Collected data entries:
↓

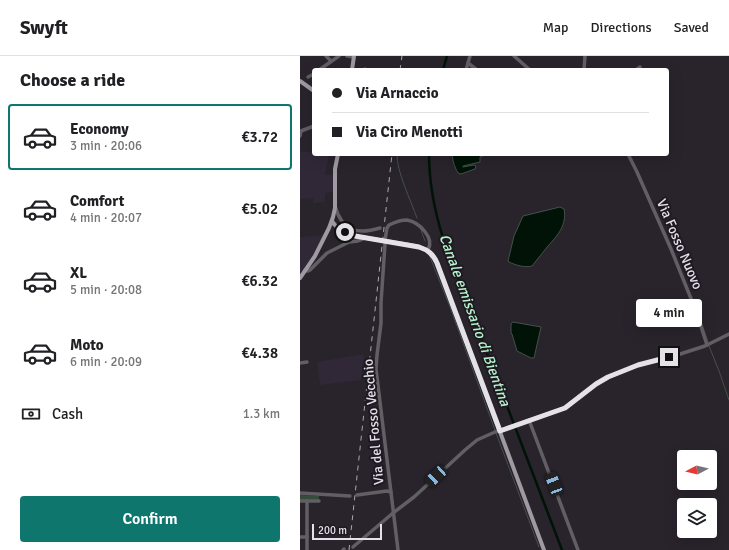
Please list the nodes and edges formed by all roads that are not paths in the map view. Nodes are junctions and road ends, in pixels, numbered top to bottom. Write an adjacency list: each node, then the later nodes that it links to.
1 (326, 56): 8 (street)
2 (339, 56): 8 (street)
3 (347, 56): 4 (street)
4 (354, 56): 11 (main road)
5 (470, 56): 9 (street)
6 (514, 56): 14 (street)
7 (585, 56): 15 (street)
8 (331, 61): 10 (street)
9 (468, 63): 12 (street); 13 (street)
10 (322, 68)
11 (352, 68)
12 (467, 68)
13 (474, 68)
14 (528, 68)
15 (584, 68)
16 (312, 75): 17 (street)
17 (308, 77)
18 (300, 81): 19 (main road)
19 (312, 90)
20 (312, 127): 21 (street)
21 (300, 136)
22 (338, 156): 24 (main road)
23 (629, 156): 37 (street, Via Fosso Nuovo)
24 (335, 203): 25 (main road); 30 (street)
25 (334, 213): 26 (main road); 27 (main road)
26 (332, 221): 27 (main road); 28 (main road)
27 (339, 227): 28 (main road); 33 (main road, bridge)
28 (329, 228): 34 (main road)
29 (380, 228): 30 (street)
30 (369, 231): 31 (street)
31 (367, 236)
32 (363, 239): 34 (street)
33 (428, 250): 41 (main road); 42 (street, Via del Fosso Vecchio)
34 (306, 270): 35 (main road)
35 (300, 278)
36 (729, 334): 37 (street)
37 (707, 345): 40 (street)
38 (307, 362): 39 (street)
39 (300, 363)
40 (529, 420): 41 (street); 56 (street)
41 (497, 432): 49 (street); 55 (main road)
42 (390, 492): 44 (street); 49 (street, Via del Fosso Vecchio)
43 (300, 493): 45 (street)
44 (357, 495)
45 (350, 496)
46 (300, 501): 47 (street)
47 (307, 501): 48 (street); 51 (street)
48 (319, 501)
49 (393, 513): 52 (street); 54 (street, Via del Fosso Vecchio)
50 (300, 537): 51 (street)
51 (307, 537): 53 (street)
52 (353, 547)
53 (307, 550)
54 (398, 550)
55 (544, 550)
56 (578, 550)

↑

DIRECTIONS: Generate a word-for-word copy of the preceding records, excluding all pictures.

OUTPUT FOR THIS TASK:
Please list the nodes and edges formed by all roads that are not paths in the map view. Nodes are junctions and road ends, in pixels, numbered top to bottom. Write an adjacency list: each node, then the later nodes that it links to.
1 (326, 56): 8 (street)
2 (339, 56): 8 (street)
3 (347, 56): 4 (street)
4 (354, 56): 11 (main road)
5 (470, 56): 9 (street)
6 (514, 56): 14 (street)
7 (585, 56): 15 (street)
8 (331, 61): 10 (street)
9 (468, 63): 12 (street); 13 (street)
10 (322, 68)
11 (352, 68)
12 (467, 68)
13 (474, 68)
14 (528, 68)
15 (584, 68)
16 (312, 75): 17 (street)
17 (308, 77)
18 (300, 81): 19 (main road)
19 (312, 90)
20 (312, 127): 21 (street)
21 (300, 136)
22 (338, 156): 24 (main road)
23 (629, 156): 37 (street, Via Fosso Nuovo)
24 (335, 203): 25 (main road); 30 (street)
25 (334, 213): 26 (main road); 27 (main road)
26 (332, 221): 27 (main road); 28 (main road)
27 (339, 227): 28 (main road); 33 (main road, bridge)
28 (329, 228): 34 (main road)
29 (380, 228): 30 (street)
30 (369, 231): 31 (street)
31 (367, 236)
32 (363, 239): 34 (street)
33 (428, 250): 41 (main road); 42 (street, Via del Fosso Vecchio)
34 (306, 270): 35 (main road)
35 (300, 278)
36 (729, 334): 37 (street)
37 (707, 345): 40 (street)
38 (307, 362): 39 (street)
39 (300, 363)
40 (529, 420): 41 (street); 56 (street)
41 (497, 432): 49 (street); 55 (main road)
42 (390, 492): 44 (street); 49 (street, Via del Fosso Vecchio)
43 (300, 493): 45 (street)
44 (357, 495)
45 (350, 496)
46 (300, 501): 47 (street)
47 (307, 501): 48 (street); 51 (street)
48 (319, 501)
49 (393, 513): 52 (street); 54 (street, Via del Fosso Vecchio)
50 (300, 537): 51 (street)
51 (307, 537): 53 (street)
52 (353, 547)
53 (307, 550)
54 (398, 550)
55 (544, 550)
56 (578, 550)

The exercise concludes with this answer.